Moreover, by detecting contamination early, we are not only able to prevent costly recalls and associated health implications, but can also significantly reduce the food waste by providing alternative utilization for food that is no longer fit for human consumption. Currently the food waste from the supply chain accounts for 6% of the total greenhouse gas emissions. Our solution will ensure that the food that is distributed is safe and thus will also reduce the food waste that happens in the supply chain due to recalls.

You’re not a one-trick pony are you? I assume you can test for multiple pathogens?

We are building a multi-pathogen lab-on-a-chip system that can detect multiple pathogens simultaneously in real time. The remarkable advantage of our approach, other than the real-time capability, is that if there are antibodies available for a certain pathogen, we can build a sensor that can detect it and add it to our list of capabilities.

This work however goes beyond simply creating new sensors. In order to ensure that the results can get to the right hands in as little time as possible we have also developed automated water sampling systems and AI based machine learning algorithms running on our cloud platform that can interpret the sensor data and send the results in seconds.

Looks like you can cover a really broad spectrum of pathogens, but how fast can you make a test for other pathogens?

We can develop a new sensor in under 2 months, for example having developed the E. coli sensor we have spent some of the time at IndieBio developing Legionella sensor. This process will only accelerate as our first sensors enter the market and the process of creating new sensors becomes more established.

So is the speed at which KrakenSense is testing going to be the new standard for water testing? Are we going to see you guys across the entire supply chain?

We are working on developing protocols to help increase food safety testing and establish our methodology as the new standard for water testing. We really think that the water testing market won’t be the same after a few facilities can test in real time.

It’s like Amazon’s 2-day shipping: Once people start to get used to the speed, they just can’t imagine going to a much slower system… likewise, we think once we have a few pilots and customers, the rest of the market will start to find their conventional way of testing really outdated, and will want to come to us. In the near future, we see our solutions being present across the supply chain from early detection on the farms, to critical supply chain points that are highly susceptible to contamination.
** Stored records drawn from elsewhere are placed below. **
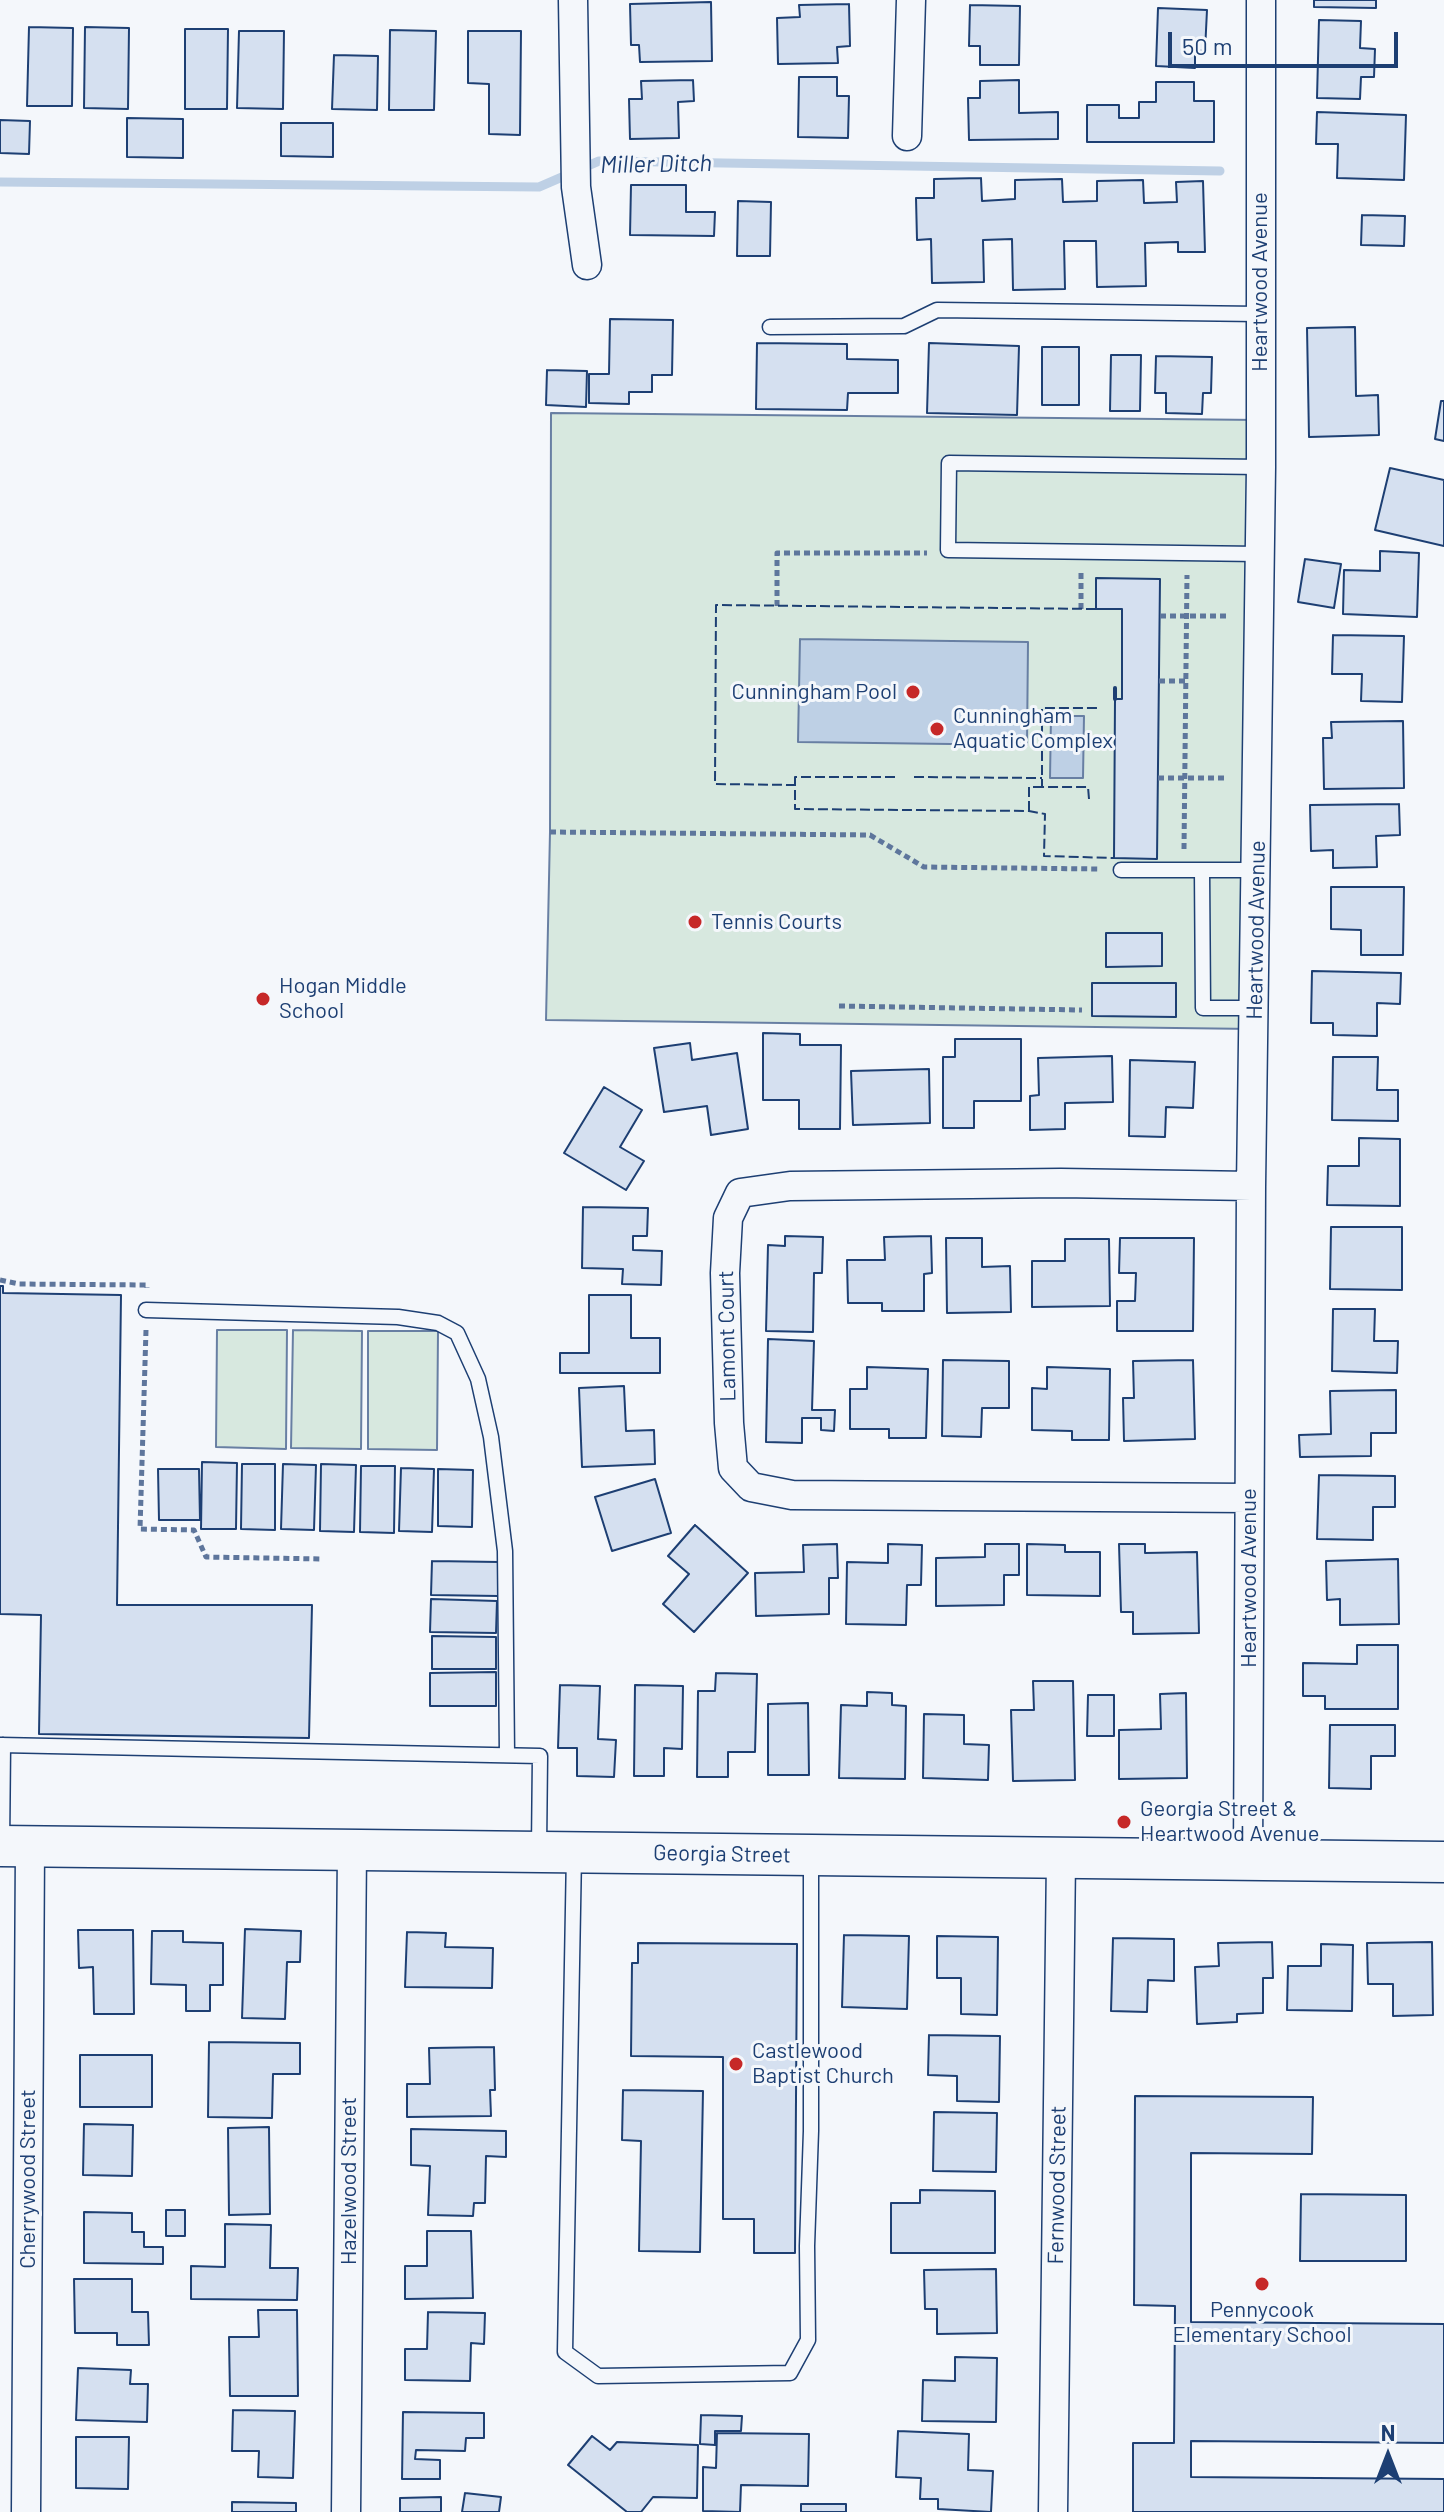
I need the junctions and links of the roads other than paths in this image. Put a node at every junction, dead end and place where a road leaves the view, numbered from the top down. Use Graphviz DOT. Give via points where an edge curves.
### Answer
graph roads {
  1 [pos="573,0"];
  2 [pos="911,0"];
  3 [pos="1261,0"];
  4 [pos="907,136"];
  5 [pos="587,265"];
  6 [pos="1259,314"];
  7 [pos="770,327"];
  8 [pos="1261,467"];
  9 [pos="1259,554"];
  10 [pos="1121,870"];
  11 [pos="1202,870"];
  12 [pos="1257,870"];
  13 [pos="1255,1008"];
  14 [pos="1251,1186"];
  15 [pos="146,1310"];
  16 [pos="1249,1498"];
  17 [pos="2,1745"];
  18 [pos="507,1755"];
  19 [pos="11,1846"];
  20 [pos="352,1850"];
  21 [pos="556,1852"];
  22 [pos="810,1855"];
  23 [pos="1061,1858"];
  24 [pos="1248,1860"];
  25 [pos="1444,1862"];
  26 [pos="26,2512"];
  27 [pos="346,2512"];
  28 [pos="1053,2512"];
  1 -- 5 [label="street" via="576,187"];
  2 -- 4 [label="street"];
  3 -- 6 [label="street, Heartwood Avenue"];
  6 -- 7 [label="lane" via="937,310 904,326"];
  6 -- 8 [label="street, Heartwood Avenue"];
  8 -- 9 [label="street, Heartwood Avenue"];
  8 -- 9 [label="lane" via="949,463 948,550"];
  9 -- 12 [label="street, Heartwood Avenue"];
  10 -- 11 [label="lane"];
  11 -- 12 [label="lane"];
  11 -- 13 [label="lane" via="1203,1008"];
  12 -- 13 [label="street, Heartwood Avenue"];
  13 -- 14 [label="street, Heartwood Avenue"];
  14 -- 16 [label="street, Heartwood Avenue"];
  14 -- 16 [label="street, Lamont Court" via="790,1186 740,1193 728,1218 725,1273 733,1468 751,1487 792,1495"];
  15 -- 18 [label="lane" via="398,1317 438,1323 457,1333 478,1379 491,1437 505,1551"];
  16 -- 24 [label="street, Heartwood Avenue"];
  17 -- 18 [label="lane"];
  17 -- 19 [label="lane"];
  18 -- 21 [label="lane" via="540,1756"];
  19 -- 20 [label="main road, Georgia Street"];
  19 -- 26 [label="street, Cherrywood Street"];
  20 -- 21 [label="main road, Georgia Street"];
  20 -- 27 [label="street, Hazelwood Street"];
  21 -- 22 [label="main road, Georgia Street"];
  21 -- 22 [label="lane" via="565,2352 598,2376 790,2373 808,2340"];
  22 -- 23 [label="main road, Georgia Street"];
  23 -- 24 [label="main road, Georgia Street"];
  23 -- 28 [label="street, Fernwood Street"];
  24 -- 25 [label="main road, Georgia Street"];
}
So what’s on your roadmap now?

We are raising the seed round to further develop the lab on the chip system, expand our detectable bacteria capabilities, and pilot our solution with several key customers that will demonstrate the concept to the industry in general. At the same time, we are developing a suite of tools that will be used in tying it all together with blockchain technology so that every supplier has constant traceability in their food supply chain in real time.